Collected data
--*--

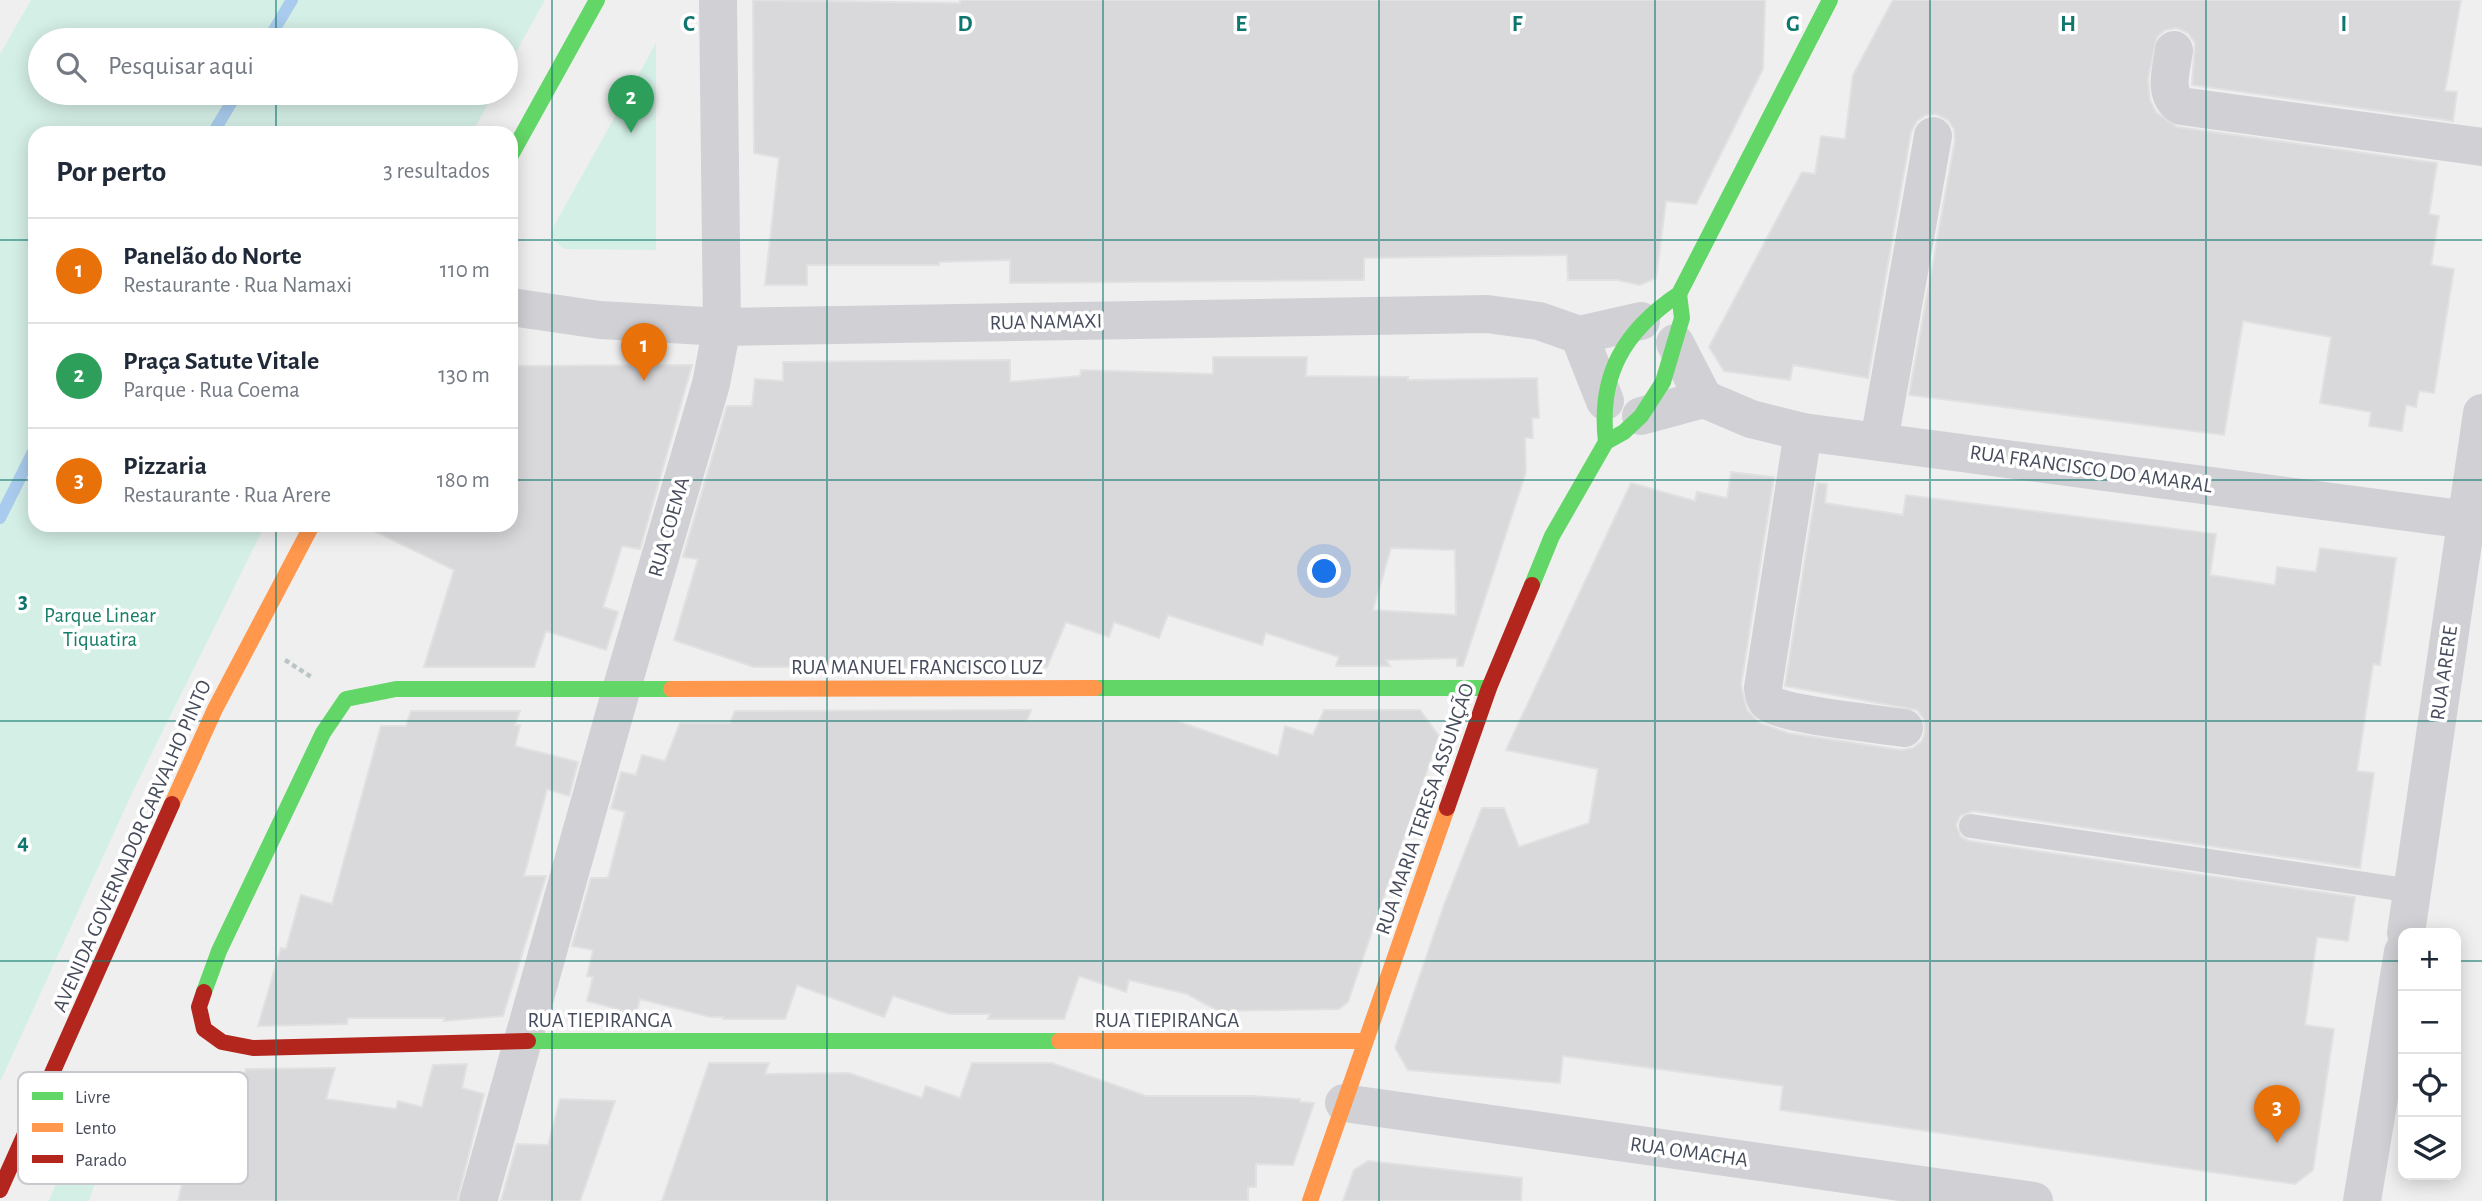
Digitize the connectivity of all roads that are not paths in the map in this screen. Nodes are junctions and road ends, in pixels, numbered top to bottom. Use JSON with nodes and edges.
{"nodes":[{"id":1,"x":597,"y":0,"type":"edge"},
{"id":2,"x":718,"y":0,"type":"edge"},
{"id":3,"x":1830,"y":0,"type":"edge"},
{"id":4,"x":2174,"y":50,"type":"dead end"},
{"id":5,"x":1933,"y":136,"type":"dead end"},
{"id":6,"x":518,"y":142,"type":"edge"},
{"id":7,"x":2482,"y":147,"type":"edge"},
{"id":8,"x":1679,"y":294,"type":"junction"},
{"id":9,"x":518,"y":308,"type":"edge"},
{"id":10,"x":1641,"y":321,"type":"junction"},
{"id":11,"x":722,"y":327,"type":"junction"},
{"id":12,"x":1579,"y":335,"type":"junction"},
{"id":13,"x":1675,"y":343,"type":"junction"},
{"id":14,"x":1704,"y":400,"type":"junction"},
{"id":15,"x":1605,"y":401,"type":"junction"},
{"id":16,"x":2482,"y":413,"type":"edge"},
{"id":17,"x":1641,"y":416,"type":"junction"},
{"id":18,"x":1803,"y":432,"type":"junction"},
{"id":19,"x":1879,"y":441,"type":"junction"},
{"id":20,"x":1606,"y":442,"type":"junction"},
{"id":21,"x":2474,"y":521,"type":"edge"},
{"id":22,"x":308,"y":532,"type":"edge"},
{"id":23,"x":622,"y":687,"type":"junction"},
{"id":24,"x":1489,"y":688,"type":"junction"},
{"id":25,"x":346,"y":699,"type":"joint"},
{"id":26,"x":1904,"y":728,"type":"dead end"},
{"id":27,"x":1971,"y":826,"type":"dead end"},
{"id":28,"x":2413,"y":891,"type":"junction"},
{"id":29,"x":2407,"y":928,"type":"edge"},
{"id":30,"x":2398,"y":982,"type":"edge"},
{"id":31,"x":523,"y":1041,"type":"junction"},
{"id":32,"x":1365,"y":1041,"type":"junction"},
{"id":33,"x":53,"y":1072,"type":"edge"},
{"id":34,"x":1344,"y":1102,"type":"junction"},
{"id":35,"x":18,"y":1150,"type":"edge"},
{"id":36,"x":0,"y":1190,"type":"edge"},
{"id":37,"x":478,"y":1201,"type":"edge"},
{"id":38,"x":1310,"y":1201,"type":"edge"},
{"id":39,"x":2034,"y":1201,"type":"edge"},
{"id":40,"x":2362,"y":1201,"type":"edge"}],
"edges":[{"from":1,"to":6,"type":"street"},
{"from":2,"to":11,"type":"street","name":"RUA COEMA"},
{"from":3,"to":8,"type":"street","name":"RUA MARIA TERESA ASSUNÇÃO"},
{"from":4,"to":7,"type":"street"},
{"from":5,"to":19,"type":"street"},
{"from":8,"to":10,"type":"street","name":"RUA MARIA TERESA ASSUNÇÃO"},
{"from":8,"to":13,"type":"street","name":"RUA MARIA TERESA ASSUNÇÃO"},
{"from":9,"to":11,"type":"street","name":"RUA NAMAXI"},
{"from":10,"to":12,"type":"street"},
{"from":10,"to":13,"type":"street"},
{"from":10,"to":15,"type":"street","name":"RUA MARIA TERESA ASSUNÇÃO"},
{"from":11,"to":12,"type":"street","name":"RUA NAMAXI"},
{"from":11,"to":23,"type":"street","name":"RUA COEMA"},
{"from":12,"to":15,"type":"street"},
{"from":13,"to":14,"type":"street"},
{"from":13,"to":17,"type":"street","name":"RUA MARIA TERESA ASSUNÇÃO"},
{"from":14,"to":17,"type":"street"},
{"from":14,"to":18,"type":"street","name":"RUA FRANCISCO DO AMARAL"},
{"from":15,"to":17,"type":"street"},
{"from":15,"to":20,"type":"street","name":"RUA MARIA TERESA ASSUNÇÃO"},
{"from":16,"to":21,"type":"street","name":"RUA ARERE"},
{"from":17,"to":20,"type":"street","name":"RUA MARIA TERESA ASSUNÇÃO"},
{"from":18,"to":19,"type":"street","name":"RUA FRANCISCO DO AMARAL"},
{"from":18,"to":26,"type":"street"},
{"from":19,"to":21,"type":"street","name":"RUA FRANCISCO DO AMARAL"},
{"from":20,"to":24,"type":"street","name":"RUA MARIA TERESA ASSUNÇÃO"},
{"from":21,"to":28,"type":"street","name":"RUA ARERE"},
{"from":22,"to":33,"type":"street","name":"AVENIDA GOVERNADOR CARVALHO PINTO"},
{"from":23,"to":24,"type":"street","name":"RUA MANUEL FRANCISCO LUZ"},
{"from":23,"to":25,"type":"street","name":"RUA MANUEL FRANCISCO LUZ"},
{"from":23,"to":31,"type":"street","name":"RUA COEMA"},
{"from":24,"to":32,"type":"street","name":"RUA MARIA TERESA ASSUNÇÃO"},
{"from":25,"to":31,"type":"street","name":"RUA TIEPIRANGA"},
{"from":27,"to":28,"type":"lane"},
{"from":28,"to":29,"type":"street","name":"RUA ARERE"},
{"from":30,"to":40,"type":"street"},
{"from":31,"to":32,"type":"street","name":"RUA TIEPIRANGA"},
{"from":31,"to":37,"type":"street","name":"RUA COEMA"},
{"from":32,"to":34,"type":"street","name":"RUA MARIA TERESA ASSUNÇÃO"},
{"from":34,"to":38,"type":"street","name":"RUA MARIA TERESA ASSUNÇÃO"},
{"from":34,"to":39,"type":"street","name":"RUA OMACHA"},
{"from":35,"to":36,"type":"street","name":"AVENIDA GOVERNADOR CARVALHO PINTO"}]}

--*--

● **REQUIRED WORK**
In your copy of the records above, include no pictures and match every line exactly.

● **SOLUTION TO THIS TASK**
Digitize the connectivity of all roads that are not paths in the map in this screen. Nodes are junctions and road ends, in pixels, numbered top to bottom. Use JSON with nodes and edges.
{"nodes":[{"id":1,"x":597,"y":0,"type":"edge"},
{"id":2,"x":718,"y":0,"type":"edge"},
{"id":3,"x":1830,"y":0,"type":"edge"},
{"id":4,"x":2174,"y":50,"type":"dead end"},
{"id":5,"x":1933,"y":136,"type":"dead end"},
{"id":6,"x":518,"y":142,"type":"edge"},
{"id":7,"x":2482,"y":147,"type":"edge"},
{"id":8,"x":1679,"y":294,"type":"junction"},
{"id":9,"x":518,"y":308,"type":"edge"},
{"id":10,"x":1641,"y":321,"type":"junction"},
{"id":11,"x":722,"y":327,"type":"junction"},
{"id":12,"x":1579,"y":335,"type":"junction"},
{"id":13,"x":1675,"y":343,"type":"junction"},
{"id":14,"x":1704,"y":400,"type":"junction"},
{"id":15,"x":1605,"y":401,"type":"junction"},
{"id":16,"x":2482,"y":413,"type":"edge"},
{"id":17,"x":1641,"y":416,"type":"junction"},
{"id":18,"x":1803,"y":432,"type":"junction"},
{"id":19,"x":1879,"y":441,"type":"junction"},
{"id":20,"x":1606,"y":442,"type":"junction"},
{"id":21,"x":2474,"y":521,"type":"edge"},
{"id":22,"x":308,"y":532,"type":"edge"},
{"id":23,"x":622,"y":687,"type":"junction"},
{"id":24,"x":1489,"y":688,"type":"junction"},
{"id":25,"x":346,"y":699,"type":"joint"},
{"id":26,"x":1904,"y":728,"type":"dead end"},
{"id":27,"x":1971,"y":826,"type":"dead end"},
{"id":28,"x":2413,"y":891,"type":"junction"},
{"id":29,"x":2407,"y":928,"type":"edge"},
{"id":30,"x":2398,"y":982,"type":"edge"},
{"id":31,"x":523,"y":1041,"type":"junction"},
{"id":32,"x":1365,"y":1041,"type":"junction"},
{"id":33,"x":53,"y":1072,"type":"edge"},
{"id":34,"x":1344,"y":1102,"type":"junction"},
{"id":35,"x":18,"y":1150,"type":"edge"},
{"id":36,"x":0,"y":1190,"type":"edge"},
{"id":37,"x":478,"y":1201,"type":"edge"},
{"id":38,"x":1310,"y":1201,"type":"edge"},
{"id":39,"x":2034,"y":1201,"type":"edge"},
{"id":40,"x":2362,"y":1201,"type":"edge"}],
"edges":[{"from":1,"to":6,"type":"street"},
{"from":2,"to":11,"type":"street","name":"RUA COEMA"},
{"from":3,"to":8,"type":"street","name":"RUA MARIA TERESA ASSUNÇÃO"},
{"from":4,"to":7,"type":"street"},
{"from":5,"to":19,"type":"street"},
{"from":8,"to":10,"type":"street","name":"RUA MARIA TERESA ASSUNÇÃO"},
{"from":8,"to":13,"type":"street","name":"RUA MARIA TERESA ASSUNÇÃO"},
{"from":9,"to":11,"type":"street","name":"RUA NAMAXI"},
{"from":10,"to":12,"type":"street"},
{"from":10,"to":13,"type":"street"},
{"from":10,"to":15,"type":"street","name":"RUA MARIA TERESA ASSUNÇÃO"},
{"from":11,"to":12,"type":"street","name":"RUA NAMAXI"},
{"from":11,"to":23,"type":"street","name":"RUA COEMA"},
{"from":12,"to":15,"type":"street"},
{"from":13,"to":14,"type":"street"},
{"from":13,"to":17,"type":"street","name":"RUA MARIA TERESA ASSUNÇÃO"},
{"from":14,"to":17,"type":"street"},
{"from":14,"to":18,"type":"street","name":"RUA FRANCISCO DO AMARAL"},
{"from":15,"to":17,"type":"street"},
{"from":15,"to":20,"type":"street","name":"RUA MARIA TERESA ASSUNÇÃO"},
{"from":16,"to":21,"type":"street","name":"RUA ARERE"},
{"from":17,"to":20,"type":"street","name":"RUA MARIA TERESA ASSUNÇÃO"},
{"from":18,"to":19,"type":"street","name":"RUA FRANCISCO DO AMARAL"},
{"from":18,"to":26,"type":"street"},
{"from":19,"to":21,"type":"street","name":"RUA FRANCISCO DO AMARAL"},
{"from":20,"to":24,"type":"street","name":"RUA MARIA TERESA ASSUNÇÃO"},
{"from":21,"to":28,"type":"street","name":"RUA ARERE"},
{"from":22,"to":33,"type":"street","name":"AVENIDA GOVERNADOR CARVALHO PINTO"},
{"from":23,"to":24,"type":"street","name":"RUA MANUEL FRANCISCO LUZ"},
{"from":23,"to":25,"type":"street","name":"RUA MANUEL FRANCISCO LUZ"},
{"from":23,"to":31,"type":"street","name":"RUA COEMA"},
{"from":24,"to":32,"type":"street","name":"RUA MARIA TERESA ASSUNÇÃO"},
{"from":25,"to":31,"type":"street","name":"RUA TIEPIRANGA"},
{"from":27,"to":28,"type":"lane"},
{"from":28,"to":29,"type":"street","name":"RUA ARERE"},
{"from":30,"to":40,"type":"street"},
{"from":31,"to":32,"type":"street","name":"RUA TIEPIRANGA"},
{"from":31,"to":37,"type":"street","name":"RUA COEMA"},
{"from":32,"to":34,"type":"street","name":"RUA MARIA TERESA ASSUNÇÃO"},
{"from":34,"to":38,"type":"street","name":"RUA MARIA TERESA ASSUNÇÃO"},
{"from":34,"to":39,"type":"street","name":"RUA OMACHA"},
{"from":35,"to":36,"type":"street","name":"AVENIDA GOVERNADOR CARVALHO PINTO"}]}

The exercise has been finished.